[[ GIVEN RECORDS, beginning ]]

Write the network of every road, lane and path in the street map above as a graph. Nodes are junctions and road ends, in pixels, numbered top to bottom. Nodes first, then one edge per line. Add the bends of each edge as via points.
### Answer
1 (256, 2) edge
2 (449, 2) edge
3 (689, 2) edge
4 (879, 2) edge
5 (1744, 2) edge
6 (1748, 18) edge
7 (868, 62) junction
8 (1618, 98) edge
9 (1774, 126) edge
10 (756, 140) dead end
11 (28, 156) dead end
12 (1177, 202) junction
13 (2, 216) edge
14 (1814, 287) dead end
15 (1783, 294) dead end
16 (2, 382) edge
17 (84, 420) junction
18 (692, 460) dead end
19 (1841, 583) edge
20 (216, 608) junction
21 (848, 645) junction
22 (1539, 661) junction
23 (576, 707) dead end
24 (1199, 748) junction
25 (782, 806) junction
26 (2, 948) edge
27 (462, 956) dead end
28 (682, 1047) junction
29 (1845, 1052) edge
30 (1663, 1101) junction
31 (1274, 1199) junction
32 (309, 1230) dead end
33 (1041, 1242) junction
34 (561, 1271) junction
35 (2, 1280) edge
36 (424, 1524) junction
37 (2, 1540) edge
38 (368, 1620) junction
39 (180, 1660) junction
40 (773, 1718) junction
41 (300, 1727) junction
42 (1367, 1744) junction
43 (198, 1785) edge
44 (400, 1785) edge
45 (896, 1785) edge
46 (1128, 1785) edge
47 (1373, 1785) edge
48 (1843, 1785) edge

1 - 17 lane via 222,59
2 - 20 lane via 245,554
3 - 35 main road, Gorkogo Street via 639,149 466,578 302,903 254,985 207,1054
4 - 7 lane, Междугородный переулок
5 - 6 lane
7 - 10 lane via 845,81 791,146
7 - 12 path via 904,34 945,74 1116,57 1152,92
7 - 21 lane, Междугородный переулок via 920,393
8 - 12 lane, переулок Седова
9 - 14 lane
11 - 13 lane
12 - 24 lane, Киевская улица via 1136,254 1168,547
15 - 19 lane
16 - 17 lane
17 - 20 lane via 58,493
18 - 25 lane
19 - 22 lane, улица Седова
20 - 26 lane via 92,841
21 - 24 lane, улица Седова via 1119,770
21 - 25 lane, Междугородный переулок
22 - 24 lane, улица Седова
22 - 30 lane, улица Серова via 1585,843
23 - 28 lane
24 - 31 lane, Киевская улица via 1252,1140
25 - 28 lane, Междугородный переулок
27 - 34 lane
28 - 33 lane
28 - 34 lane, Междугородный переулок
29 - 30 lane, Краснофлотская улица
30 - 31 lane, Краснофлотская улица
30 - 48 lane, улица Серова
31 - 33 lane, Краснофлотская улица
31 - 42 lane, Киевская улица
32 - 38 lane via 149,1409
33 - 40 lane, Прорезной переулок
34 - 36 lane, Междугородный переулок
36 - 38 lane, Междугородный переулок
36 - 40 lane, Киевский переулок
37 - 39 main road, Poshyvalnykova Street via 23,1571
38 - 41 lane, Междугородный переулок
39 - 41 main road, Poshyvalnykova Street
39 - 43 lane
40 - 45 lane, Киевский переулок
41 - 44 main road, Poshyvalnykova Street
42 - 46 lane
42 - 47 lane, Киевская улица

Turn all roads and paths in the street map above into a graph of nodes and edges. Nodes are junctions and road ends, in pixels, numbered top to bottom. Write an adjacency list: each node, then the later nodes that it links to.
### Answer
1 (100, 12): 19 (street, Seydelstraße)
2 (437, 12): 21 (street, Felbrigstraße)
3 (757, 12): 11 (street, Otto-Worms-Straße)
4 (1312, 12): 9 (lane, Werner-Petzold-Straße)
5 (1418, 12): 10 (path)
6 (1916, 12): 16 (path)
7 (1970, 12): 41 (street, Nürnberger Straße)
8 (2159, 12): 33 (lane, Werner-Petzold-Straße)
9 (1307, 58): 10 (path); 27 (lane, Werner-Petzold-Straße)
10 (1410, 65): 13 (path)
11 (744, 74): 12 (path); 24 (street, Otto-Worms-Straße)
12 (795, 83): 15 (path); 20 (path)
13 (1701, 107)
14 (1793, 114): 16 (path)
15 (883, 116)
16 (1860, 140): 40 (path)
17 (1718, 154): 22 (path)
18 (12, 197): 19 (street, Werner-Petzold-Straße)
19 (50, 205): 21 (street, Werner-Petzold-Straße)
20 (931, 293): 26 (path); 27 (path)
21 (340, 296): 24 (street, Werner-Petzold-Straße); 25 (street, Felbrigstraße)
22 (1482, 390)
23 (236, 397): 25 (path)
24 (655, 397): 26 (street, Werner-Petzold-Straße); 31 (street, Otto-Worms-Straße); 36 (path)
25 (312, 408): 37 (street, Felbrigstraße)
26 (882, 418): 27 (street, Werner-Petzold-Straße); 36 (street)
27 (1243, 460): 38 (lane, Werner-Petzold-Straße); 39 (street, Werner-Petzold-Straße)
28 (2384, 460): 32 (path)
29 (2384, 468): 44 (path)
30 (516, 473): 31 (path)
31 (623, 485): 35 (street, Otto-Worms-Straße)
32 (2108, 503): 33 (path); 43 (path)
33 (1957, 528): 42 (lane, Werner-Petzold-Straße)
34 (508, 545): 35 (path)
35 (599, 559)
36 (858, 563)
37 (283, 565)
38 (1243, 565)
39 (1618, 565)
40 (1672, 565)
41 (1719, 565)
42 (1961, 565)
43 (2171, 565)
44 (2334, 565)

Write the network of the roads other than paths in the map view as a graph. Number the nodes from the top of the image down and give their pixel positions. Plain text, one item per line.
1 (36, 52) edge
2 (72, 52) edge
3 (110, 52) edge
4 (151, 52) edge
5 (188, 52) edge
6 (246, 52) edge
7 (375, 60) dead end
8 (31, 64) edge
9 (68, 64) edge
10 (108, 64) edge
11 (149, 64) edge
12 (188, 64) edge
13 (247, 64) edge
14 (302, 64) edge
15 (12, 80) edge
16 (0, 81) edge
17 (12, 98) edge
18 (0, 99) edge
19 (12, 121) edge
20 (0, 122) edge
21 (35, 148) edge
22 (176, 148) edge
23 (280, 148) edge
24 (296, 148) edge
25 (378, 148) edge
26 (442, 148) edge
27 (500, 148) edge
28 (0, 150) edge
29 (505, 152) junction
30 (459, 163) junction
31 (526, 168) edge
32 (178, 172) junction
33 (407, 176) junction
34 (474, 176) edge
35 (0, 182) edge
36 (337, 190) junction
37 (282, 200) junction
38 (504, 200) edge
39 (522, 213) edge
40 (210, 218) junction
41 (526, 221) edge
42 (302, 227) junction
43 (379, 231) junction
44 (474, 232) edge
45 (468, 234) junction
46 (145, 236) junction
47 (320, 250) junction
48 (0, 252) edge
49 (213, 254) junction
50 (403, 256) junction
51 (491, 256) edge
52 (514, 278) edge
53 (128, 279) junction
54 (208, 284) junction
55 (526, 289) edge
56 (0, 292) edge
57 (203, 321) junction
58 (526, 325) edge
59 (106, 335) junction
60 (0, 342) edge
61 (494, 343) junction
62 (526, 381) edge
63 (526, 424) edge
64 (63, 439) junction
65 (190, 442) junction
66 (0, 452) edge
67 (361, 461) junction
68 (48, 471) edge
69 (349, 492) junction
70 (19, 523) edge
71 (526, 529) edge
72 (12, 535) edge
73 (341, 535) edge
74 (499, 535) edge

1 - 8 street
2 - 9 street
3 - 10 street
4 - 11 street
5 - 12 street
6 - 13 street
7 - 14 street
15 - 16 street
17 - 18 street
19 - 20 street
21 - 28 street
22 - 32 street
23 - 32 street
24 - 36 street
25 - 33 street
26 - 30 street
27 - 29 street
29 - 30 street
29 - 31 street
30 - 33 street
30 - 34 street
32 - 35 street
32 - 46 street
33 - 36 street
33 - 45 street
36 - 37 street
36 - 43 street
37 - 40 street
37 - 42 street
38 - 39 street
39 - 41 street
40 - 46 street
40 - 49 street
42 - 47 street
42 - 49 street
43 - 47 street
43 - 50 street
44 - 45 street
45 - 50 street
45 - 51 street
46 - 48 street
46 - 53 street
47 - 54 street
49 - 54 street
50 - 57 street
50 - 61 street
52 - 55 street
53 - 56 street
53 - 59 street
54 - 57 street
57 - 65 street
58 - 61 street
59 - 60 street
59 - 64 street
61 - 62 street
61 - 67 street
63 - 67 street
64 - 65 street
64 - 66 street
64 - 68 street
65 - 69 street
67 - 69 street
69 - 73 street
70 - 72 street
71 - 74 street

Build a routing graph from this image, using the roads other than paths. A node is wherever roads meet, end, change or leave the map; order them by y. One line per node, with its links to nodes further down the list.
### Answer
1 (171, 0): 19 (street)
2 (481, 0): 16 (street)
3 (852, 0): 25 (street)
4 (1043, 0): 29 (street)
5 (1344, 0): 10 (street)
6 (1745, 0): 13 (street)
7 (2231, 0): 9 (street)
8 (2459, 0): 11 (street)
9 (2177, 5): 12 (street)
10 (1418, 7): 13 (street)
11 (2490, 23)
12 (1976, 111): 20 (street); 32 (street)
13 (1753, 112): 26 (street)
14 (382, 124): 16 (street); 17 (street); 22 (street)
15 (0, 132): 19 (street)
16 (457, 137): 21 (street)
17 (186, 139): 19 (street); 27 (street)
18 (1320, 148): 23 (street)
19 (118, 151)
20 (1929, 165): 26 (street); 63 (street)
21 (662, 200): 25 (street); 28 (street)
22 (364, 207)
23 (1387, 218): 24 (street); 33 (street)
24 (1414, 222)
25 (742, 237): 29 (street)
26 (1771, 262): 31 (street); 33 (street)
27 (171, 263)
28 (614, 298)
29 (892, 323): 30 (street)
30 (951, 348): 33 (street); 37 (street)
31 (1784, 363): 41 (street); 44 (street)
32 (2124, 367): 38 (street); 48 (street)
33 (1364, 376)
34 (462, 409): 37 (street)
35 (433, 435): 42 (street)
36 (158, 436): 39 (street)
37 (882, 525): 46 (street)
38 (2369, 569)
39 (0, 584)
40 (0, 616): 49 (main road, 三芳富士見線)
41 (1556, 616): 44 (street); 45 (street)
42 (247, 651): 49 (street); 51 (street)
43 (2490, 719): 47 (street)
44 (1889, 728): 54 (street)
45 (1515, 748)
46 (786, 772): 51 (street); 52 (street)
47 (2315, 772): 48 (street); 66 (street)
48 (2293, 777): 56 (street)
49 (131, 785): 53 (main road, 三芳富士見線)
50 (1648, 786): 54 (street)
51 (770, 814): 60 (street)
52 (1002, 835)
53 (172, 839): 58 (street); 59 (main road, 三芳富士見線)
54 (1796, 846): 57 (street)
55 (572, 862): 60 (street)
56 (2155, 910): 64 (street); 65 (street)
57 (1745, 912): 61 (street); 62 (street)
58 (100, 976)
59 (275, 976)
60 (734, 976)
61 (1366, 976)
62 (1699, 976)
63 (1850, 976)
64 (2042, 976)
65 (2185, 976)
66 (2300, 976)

[[ GIVEN RECORDS, end ]]

▶ EXERCISE BRIEF:
List the lines of the records where "Werner" occurs.

▶ EXPECTED ANSWER:
4 (1312, 12): 9 (lane, Werner-Petzold-Straße)
8 (2159, 12): 33 (lane, Werner-Petzold-Straße)
9 (1307, 58): 10 (path); 27 (lane, Werner-Petzold-Straße)
18 (12, 197): 19 (street, Werner-Petzold-Straße)
19 (50, 205): 21 (street, Werner-Petzold-Straße)
21 (340, 296): 24 (street, Werner-Petzold-Straße); 25 (street, Felbrigstraße)
24 (655, 397): 26 (street, Werner-Petzold-Straße); 31 (street, Otto-Worms-Straße); 36 (path)
26 (882, 418): 27 (street, Werner-Petzold-Straße); 36 (street)
27 (1243, 460): 38 (lane, Werner-Petzold-Straße); 39 (street, Werner-Petzold-Straße)
33 (1957, 528): 42 (lane, Werner-Petzold-Straße)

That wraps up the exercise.